Machine Learning Prediction of Pre-Clinical Drug Induced QT Prolongation Liability and Pathway Analysis

Marked drug-induced prolongation of the QT interval on the electrocardiogram is associated with Torsades de Pointes, a potentially life-threatening cardiac arrhythmia. QT prolongation is also associated with a number of clinical factors including but not limited to genetic mutations, female gender, diurnal variability, ion concentration imbalance, pathological conditions, excessive drug exposure, or a combination of these. While QT prolongation is known to be an imperfect safety biomarker, it is currently a widely accepted standard. Assessment of QT prolongation liability in the drug development process is required but is time and resource intensive.
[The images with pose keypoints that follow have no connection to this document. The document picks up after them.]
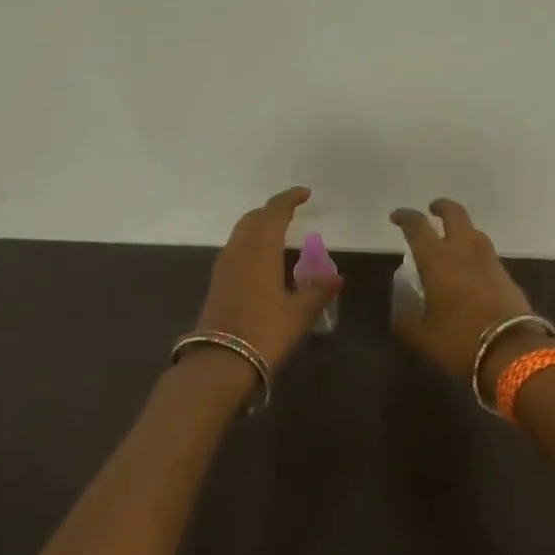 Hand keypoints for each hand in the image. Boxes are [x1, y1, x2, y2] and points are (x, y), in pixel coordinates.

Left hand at [195, 187, 341, 368]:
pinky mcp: (218, 282)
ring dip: (259, 227)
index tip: (304, 194)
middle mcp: (239, 251)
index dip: (288, 199)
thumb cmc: (264, 331)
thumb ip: (317, 291)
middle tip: (291, 212)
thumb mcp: (299, 313)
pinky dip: (251, 244)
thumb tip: (336, 278)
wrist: (220, 361)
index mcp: (260, 250)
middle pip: (253, 219)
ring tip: (279, 233)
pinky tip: (263, 260)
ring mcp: (224, 266)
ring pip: (241, 233)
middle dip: (271, 211)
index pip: (274, 213)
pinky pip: (236, 250)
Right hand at [389, 199, 538, 394]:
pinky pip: (486, 253)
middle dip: (442, 208)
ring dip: (461, 229)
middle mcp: (464, 251)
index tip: (396, 217)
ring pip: (474, 232)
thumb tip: (402, 312)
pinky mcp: (506, 275)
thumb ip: (407, 321)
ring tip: (451, 242)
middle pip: (455, 214)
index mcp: (437, 260)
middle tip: (432, 211)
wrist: (512, 351)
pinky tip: (470, 269)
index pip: (417, 226)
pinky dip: (474, 252)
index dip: (405, 217)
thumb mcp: (423, 337)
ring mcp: (489, 261)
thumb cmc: (459, 341) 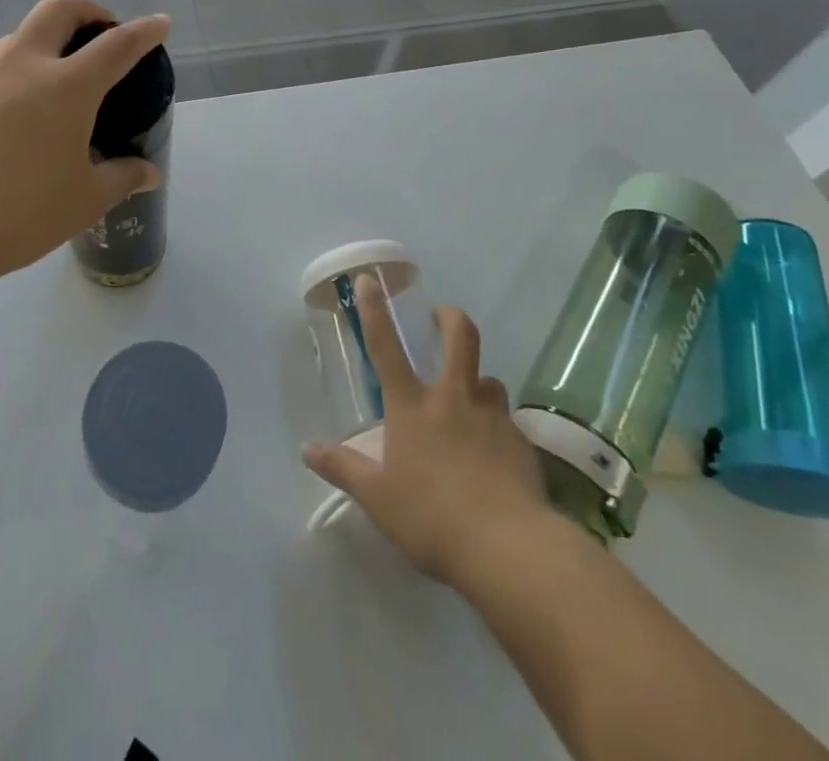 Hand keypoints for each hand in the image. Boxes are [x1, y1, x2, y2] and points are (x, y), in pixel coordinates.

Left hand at [0, 0, 170, 293]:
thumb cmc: (19, 213)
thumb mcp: (84, 200)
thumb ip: (121, 178)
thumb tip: (149, 173)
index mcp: (67, 86)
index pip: (117, 45)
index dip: (144, 31)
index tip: (160, 23)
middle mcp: (23, 67)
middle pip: (58, 11)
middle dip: (88, 11)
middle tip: (101, 32)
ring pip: (19, 38)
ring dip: (46, 43)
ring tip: (56, 81)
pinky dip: (15, 76)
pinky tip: (15, 119)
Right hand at [303, 274, 548, 587]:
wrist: (508, 548)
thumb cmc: (431, 518)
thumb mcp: (377, 498)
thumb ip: (343, 469)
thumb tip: (307, 449)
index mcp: (412, 406)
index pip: (386, 347)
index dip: (375, 310)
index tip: (369, 280)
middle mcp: (453, 399)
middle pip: (460, 338)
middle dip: (450, 318)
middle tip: (442, 315)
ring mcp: (492, 417)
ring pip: (489, 380)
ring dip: (478, 382)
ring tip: (472, 400)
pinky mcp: (521, 442)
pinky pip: (507, 423)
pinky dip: (498, 428)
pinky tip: (495, 458)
Current pre-clinical safety assessment paradigms include patch clamp analysis to evaluate drug-related block of cardiac repolarizing currents. Previously limited to the Human Ether-a-Go-Go (hERG) potassium rectifier current channel, analyses have broadened with the Comprehensive in vitro Proarrhythmia Assay (CiPA) initiative to include patch clamp analysis of other ion channels and the use of in silico models of cardiac ion channels. Recently reported hERG patch clamp sensitivities and specificities range from between 64-82% and 75-88% respectively. SVM classifier results in this project using 10-fold cross validation of rat liver RNA expression profiles to predict human QT prolongation liability have shown average sensitivities of 85% and specificity of 90% using all available datasets as input, and a mean sensitivity and specificity of 92% and 94%, respectively across 77 drug sub-classifications. Clustering based on expression profile similarities in each of the 77 classifications showed that while drugs known to prolong QT interval do not always cluster into “pure” groups, the number of groups was limited. An attempt was made to link physiological phenomena using genes associated with congenital Long QT Syndrome, genes associated with autonomic activity, and drug-induced gene expression changes using the most significantly differentially expressed probes in each of the 77 classes. The most common network connections involved changes in fatty acid metabolism, associations with G proteins, associations with glutathione, immune responses and apoptosis, mitochondrial activity and electron transport, and mitogen activated protein kinases. These results suggest that machine learning methods may augment cardiac safety predictions during drug safety assessments.